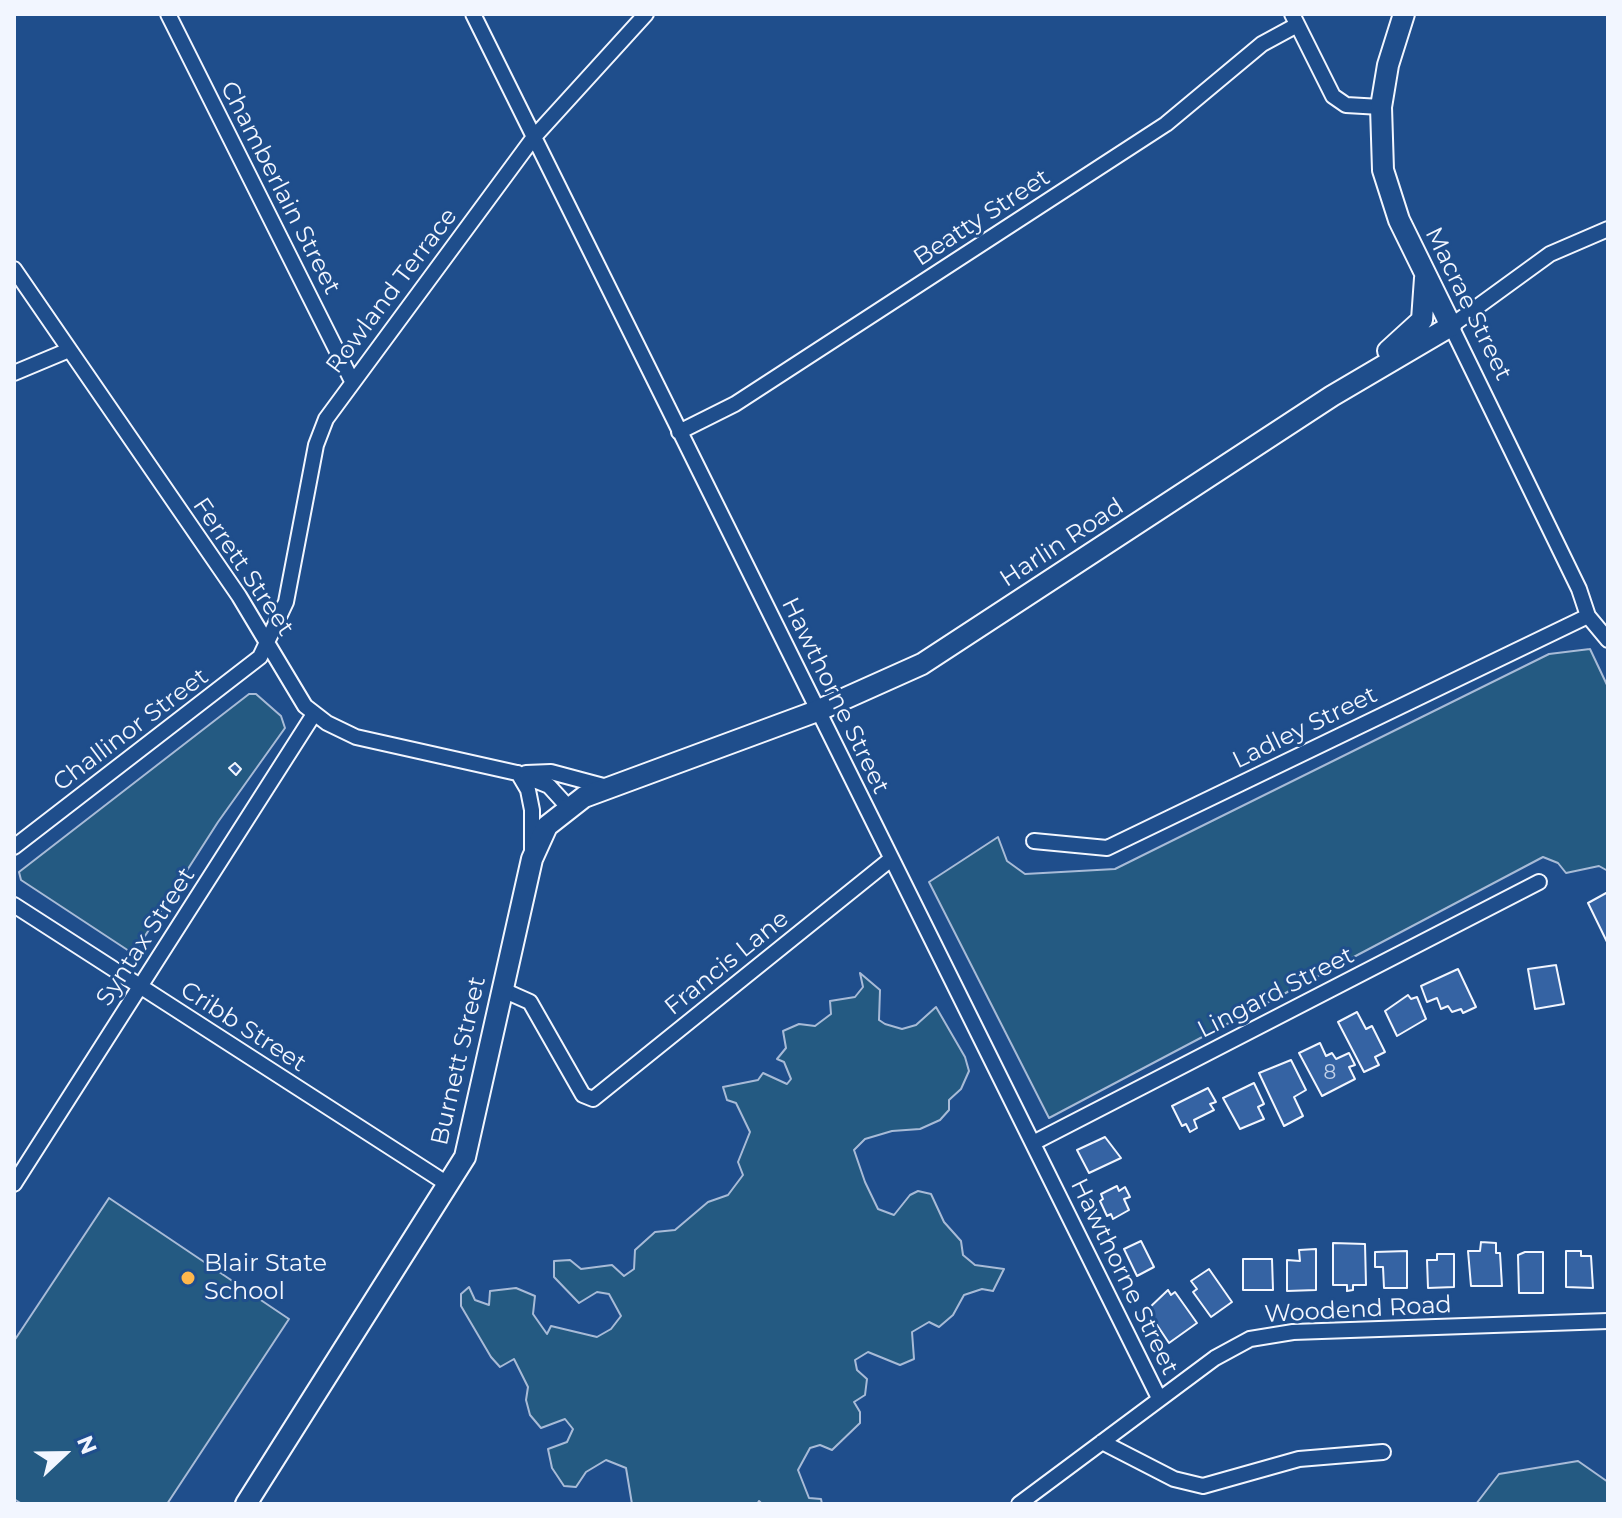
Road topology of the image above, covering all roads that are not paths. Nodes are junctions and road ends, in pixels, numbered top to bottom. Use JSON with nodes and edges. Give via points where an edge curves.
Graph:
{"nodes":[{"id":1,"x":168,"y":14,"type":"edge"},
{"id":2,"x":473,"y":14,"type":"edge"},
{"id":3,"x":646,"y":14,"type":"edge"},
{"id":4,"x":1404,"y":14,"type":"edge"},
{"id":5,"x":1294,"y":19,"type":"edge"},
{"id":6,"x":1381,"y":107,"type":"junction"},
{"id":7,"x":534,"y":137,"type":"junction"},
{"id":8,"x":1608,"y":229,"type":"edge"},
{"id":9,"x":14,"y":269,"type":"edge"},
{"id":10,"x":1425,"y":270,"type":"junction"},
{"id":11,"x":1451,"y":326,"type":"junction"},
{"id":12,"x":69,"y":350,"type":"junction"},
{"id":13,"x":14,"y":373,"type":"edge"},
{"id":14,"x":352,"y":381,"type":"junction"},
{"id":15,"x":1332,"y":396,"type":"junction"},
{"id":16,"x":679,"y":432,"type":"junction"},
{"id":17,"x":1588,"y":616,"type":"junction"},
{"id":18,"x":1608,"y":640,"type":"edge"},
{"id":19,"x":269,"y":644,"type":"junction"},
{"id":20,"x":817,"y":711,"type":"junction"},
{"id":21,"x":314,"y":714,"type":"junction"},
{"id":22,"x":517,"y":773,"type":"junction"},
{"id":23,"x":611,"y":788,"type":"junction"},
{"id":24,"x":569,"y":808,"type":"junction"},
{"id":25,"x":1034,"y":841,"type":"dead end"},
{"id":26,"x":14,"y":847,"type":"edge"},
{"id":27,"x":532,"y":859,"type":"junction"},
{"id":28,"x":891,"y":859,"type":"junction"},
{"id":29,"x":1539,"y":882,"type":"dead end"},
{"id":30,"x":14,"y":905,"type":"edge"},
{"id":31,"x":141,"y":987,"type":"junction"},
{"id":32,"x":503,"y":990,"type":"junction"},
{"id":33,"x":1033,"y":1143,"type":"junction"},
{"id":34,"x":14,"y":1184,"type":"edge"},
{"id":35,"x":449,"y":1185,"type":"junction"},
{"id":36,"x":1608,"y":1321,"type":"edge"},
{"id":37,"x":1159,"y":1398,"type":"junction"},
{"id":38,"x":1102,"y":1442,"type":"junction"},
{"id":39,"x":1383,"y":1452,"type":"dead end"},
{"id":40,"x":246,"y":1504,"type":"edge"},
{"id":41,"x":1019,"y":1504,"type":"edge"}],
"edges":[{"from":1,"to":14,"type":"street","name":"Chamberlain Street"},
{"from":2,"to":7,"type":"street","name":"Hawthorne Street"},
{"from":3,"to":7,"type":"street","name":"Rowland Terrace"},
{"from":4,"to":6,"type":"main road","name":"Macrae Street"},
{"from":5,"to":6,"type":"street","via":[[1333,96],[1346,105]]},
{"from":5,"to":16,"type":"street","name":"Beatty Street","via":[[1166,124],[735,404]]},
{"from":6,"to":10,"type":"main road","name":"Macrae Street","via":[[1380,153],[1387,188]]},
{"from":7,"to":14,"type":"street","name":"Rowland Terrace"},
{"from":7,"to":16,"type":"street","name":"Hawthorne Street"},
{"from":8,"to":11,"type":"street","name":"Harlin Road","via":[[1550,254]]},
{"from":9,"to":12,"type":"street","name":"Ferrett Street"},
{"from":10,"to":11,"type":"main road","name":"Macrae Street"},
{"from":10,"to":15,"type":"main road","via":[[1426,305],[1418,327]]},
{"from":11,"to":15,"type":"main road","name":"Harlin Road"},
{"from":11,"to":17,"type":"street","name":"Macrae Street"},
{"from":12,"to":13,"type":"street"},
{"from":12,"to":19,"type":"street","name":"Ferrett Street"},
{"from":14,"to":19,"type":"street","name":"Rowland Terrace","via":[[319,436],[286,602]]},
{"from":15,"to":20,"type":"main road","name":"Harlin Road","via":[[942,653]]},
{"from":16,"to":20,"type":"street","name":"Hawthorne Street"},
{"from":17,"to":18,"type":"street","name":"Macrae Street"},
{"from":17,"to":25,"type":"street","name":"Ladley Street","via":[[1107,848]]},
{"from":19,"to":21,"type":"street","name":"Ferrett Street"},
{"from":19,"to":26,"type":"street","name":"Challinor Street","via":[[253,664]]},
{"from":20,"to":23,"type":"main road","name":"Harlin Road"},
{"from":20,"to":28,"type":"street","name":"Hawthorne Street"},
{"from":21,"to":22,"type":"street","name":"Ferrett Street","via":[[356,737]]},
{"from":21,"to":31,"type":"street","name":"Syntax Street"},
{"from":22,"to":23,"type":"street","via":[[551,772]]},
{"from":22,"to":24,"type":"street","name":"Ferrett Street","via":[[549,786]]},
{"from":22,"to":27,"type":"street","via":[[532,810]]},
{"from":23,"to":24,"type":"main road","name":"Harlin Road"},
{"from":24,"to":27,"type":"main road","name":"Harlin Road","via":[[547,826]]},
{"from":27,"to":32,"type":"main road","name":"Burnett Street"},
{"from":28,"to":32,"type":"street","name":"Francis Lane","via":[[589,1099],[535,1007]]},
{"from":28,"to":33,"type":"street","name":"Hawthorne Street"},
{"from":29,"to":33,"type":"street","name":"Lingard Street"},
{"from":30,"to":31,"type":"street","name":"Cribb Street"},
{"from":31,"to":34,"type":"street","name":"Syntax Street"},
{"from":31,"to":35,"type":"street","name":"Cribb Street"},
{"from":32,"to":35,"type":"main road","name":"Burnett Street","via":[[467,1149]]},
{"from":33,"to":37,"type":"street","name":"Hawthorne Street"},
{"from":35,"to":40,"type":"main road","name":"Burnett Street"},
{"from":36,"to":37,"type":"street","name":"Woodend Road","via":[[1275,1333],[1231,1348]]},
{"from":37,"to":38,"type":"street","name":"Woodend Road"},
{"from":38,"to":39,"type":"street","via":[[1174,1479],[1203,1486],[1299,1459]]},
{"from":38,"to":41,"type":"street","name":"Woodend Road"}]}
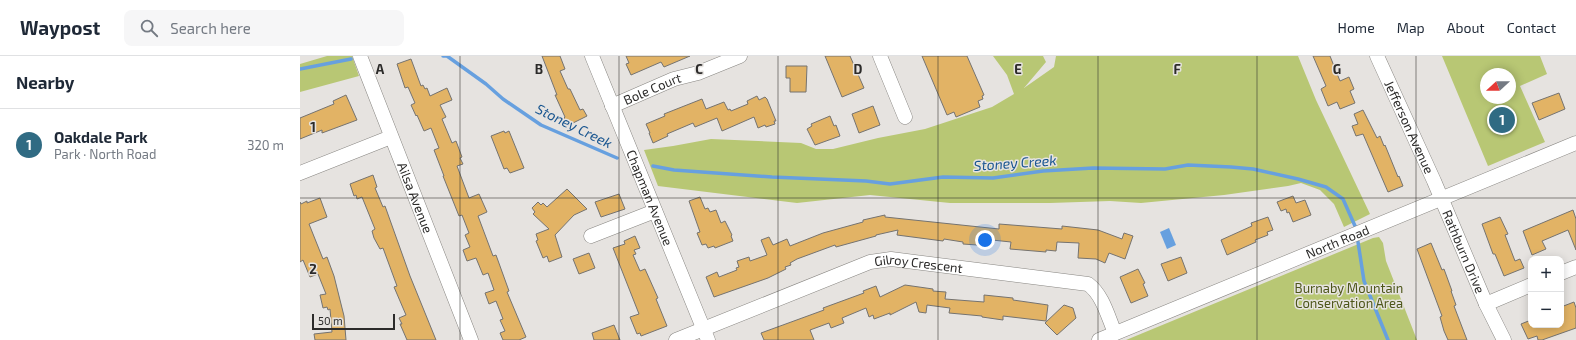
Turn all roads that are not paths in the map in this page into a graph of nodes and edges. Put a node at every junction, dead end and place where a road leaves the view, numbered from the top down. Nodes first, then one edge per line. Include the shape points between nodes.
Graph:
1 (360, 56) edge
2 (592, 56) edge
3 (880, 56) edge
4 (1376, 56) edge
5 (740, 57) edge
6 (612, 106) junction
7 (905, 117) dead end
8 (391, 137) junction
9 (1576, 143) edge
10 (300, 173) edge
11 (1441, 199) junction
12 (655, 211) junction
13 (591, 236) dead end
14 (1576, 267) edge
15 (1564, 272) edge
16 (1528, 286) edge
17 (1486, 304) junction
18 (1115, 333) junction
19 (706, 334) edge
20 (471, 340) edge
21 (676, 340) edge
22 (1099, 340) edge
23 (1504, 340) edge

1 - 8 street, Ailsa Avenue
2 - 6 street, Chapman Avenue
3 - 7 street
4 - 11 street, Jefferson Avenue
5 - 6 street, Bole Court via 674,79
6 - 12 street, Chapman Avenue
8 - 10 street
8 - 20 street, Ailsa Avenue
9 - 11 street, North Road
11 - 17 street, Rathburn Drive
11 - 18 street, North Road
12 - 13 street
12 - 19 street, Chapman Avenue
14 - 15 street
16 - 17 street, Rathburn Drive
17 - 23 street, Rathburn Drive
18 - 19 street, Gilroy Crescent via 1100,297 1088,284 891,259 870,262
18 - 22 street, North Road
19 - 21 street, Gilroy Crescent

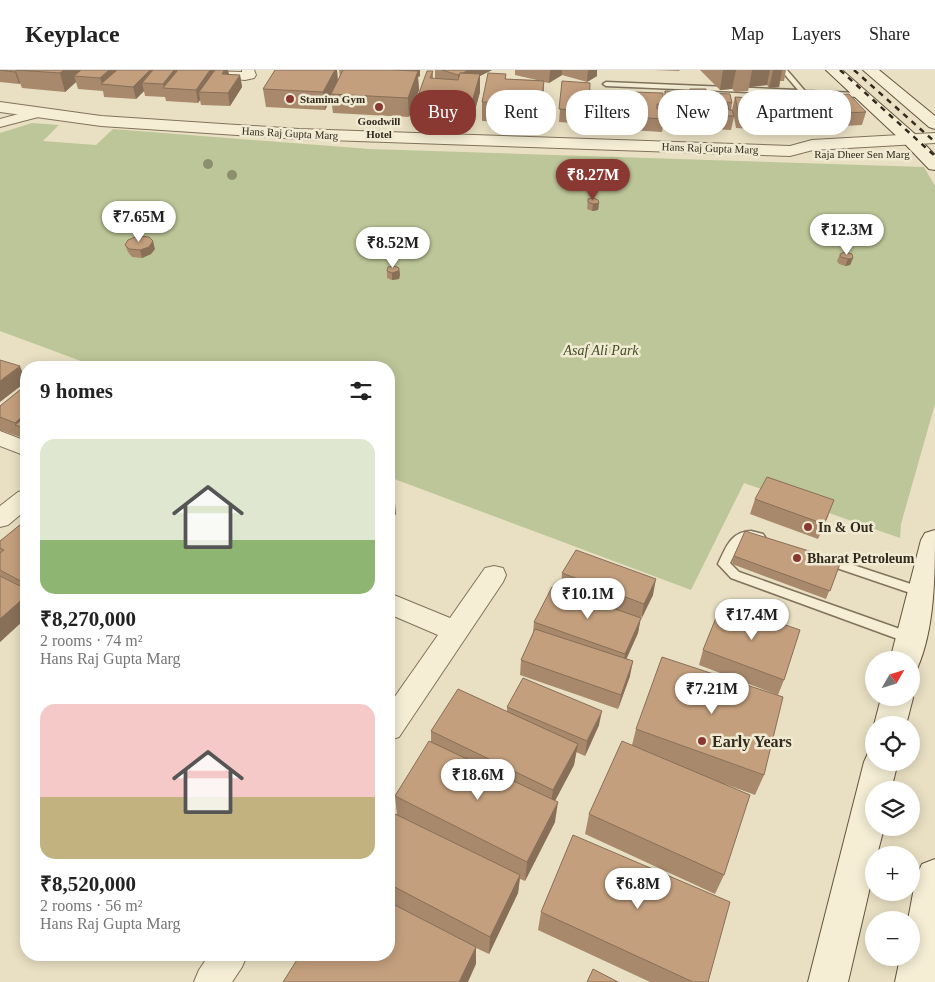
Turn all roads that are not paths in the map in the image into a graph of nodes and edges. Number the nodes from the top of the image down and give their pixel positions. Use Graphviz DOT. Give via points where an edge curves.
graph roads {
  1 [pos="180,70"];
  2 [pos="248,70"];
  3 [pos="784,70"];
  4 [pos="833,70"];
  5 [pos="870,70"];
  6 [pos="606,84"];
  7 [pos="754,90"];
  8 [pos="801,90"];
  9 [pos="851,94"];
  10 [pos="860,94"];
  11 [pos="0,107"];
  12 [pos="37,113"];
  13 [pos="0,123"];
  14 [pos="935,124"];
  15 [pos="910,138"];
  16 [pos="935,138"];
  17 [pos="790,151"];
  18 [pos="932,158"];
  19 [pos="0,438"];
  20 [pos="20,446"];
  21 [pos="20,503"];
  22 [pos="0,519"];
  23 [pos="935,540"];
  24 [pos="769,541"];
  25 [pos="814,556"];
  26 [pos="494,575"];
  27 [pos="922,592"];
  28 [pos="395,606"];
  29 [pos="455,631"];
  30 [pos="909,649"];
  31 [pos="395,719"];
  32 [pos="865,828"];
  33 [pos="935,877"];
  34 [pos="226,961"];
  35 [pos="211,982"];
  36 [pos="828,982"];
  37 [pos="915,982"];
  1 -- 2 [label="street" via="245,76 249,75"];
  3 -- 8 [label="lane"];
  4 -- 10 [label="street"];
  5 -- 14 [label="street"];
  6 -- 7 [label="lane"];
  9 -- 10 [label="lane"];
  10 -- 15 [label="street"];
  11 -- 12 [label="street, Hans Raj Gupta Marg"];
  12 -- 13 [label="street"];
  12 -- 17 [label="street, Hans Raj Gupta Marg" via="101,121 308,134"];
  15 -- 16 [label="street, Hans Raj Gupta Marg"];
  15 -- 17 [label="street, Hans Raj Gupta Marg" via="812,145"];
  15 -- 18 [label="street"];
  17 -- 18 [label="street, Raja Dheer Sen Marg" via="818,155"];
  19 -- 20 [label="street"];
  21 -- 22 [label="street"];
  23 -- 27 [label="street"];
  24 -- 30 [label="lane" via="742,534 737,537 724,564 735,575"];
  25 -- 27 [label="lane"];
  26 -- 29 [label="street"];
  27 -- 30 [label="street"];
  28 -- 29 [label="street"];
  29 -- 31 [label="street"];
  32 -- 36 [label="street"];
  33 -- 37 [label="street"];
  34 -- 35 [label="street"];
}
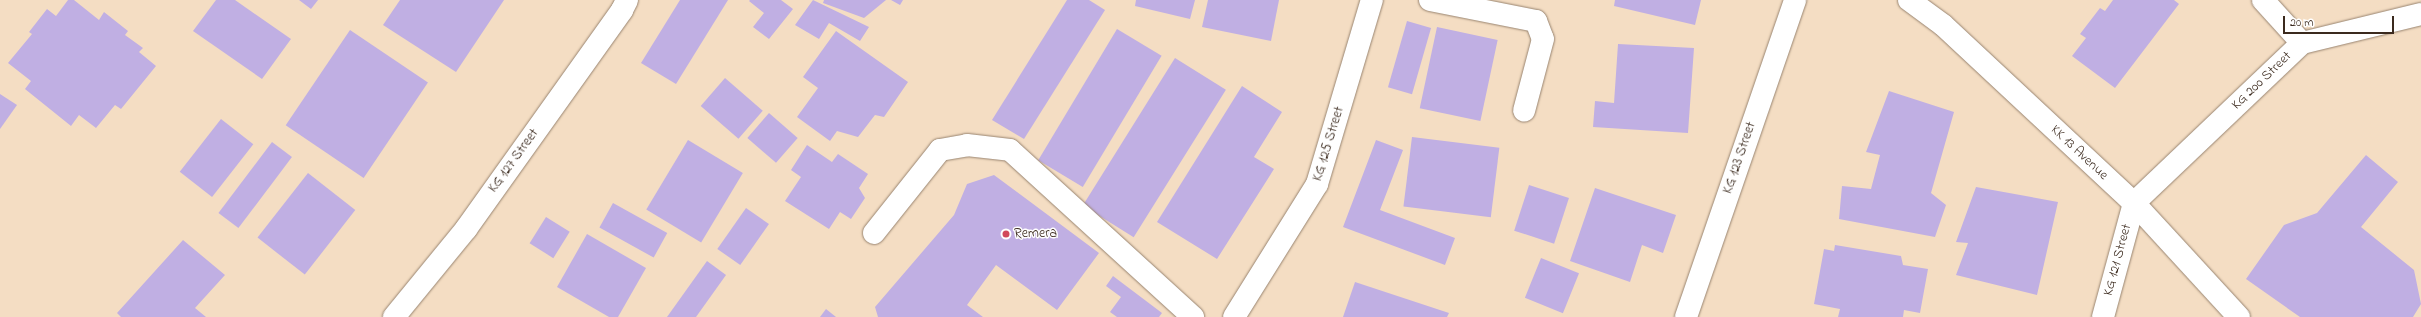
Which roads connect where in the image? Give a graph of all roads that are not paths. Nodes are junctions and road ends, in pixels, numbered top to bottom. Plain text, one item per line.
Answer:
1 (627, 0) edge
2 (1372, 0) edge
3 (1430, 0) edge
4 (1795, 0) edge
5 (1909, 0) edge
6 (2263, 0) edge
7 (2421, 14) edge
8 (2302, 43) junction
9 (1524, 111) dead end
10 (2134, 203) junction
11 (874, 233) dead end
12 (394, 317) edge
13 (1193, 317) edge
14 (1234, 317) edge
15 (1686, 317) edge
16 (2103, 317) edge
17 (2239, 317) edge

## Exercise brief
The answer is a number alone: how many lines of the data contain the string "numbered"?

## Result for this task
3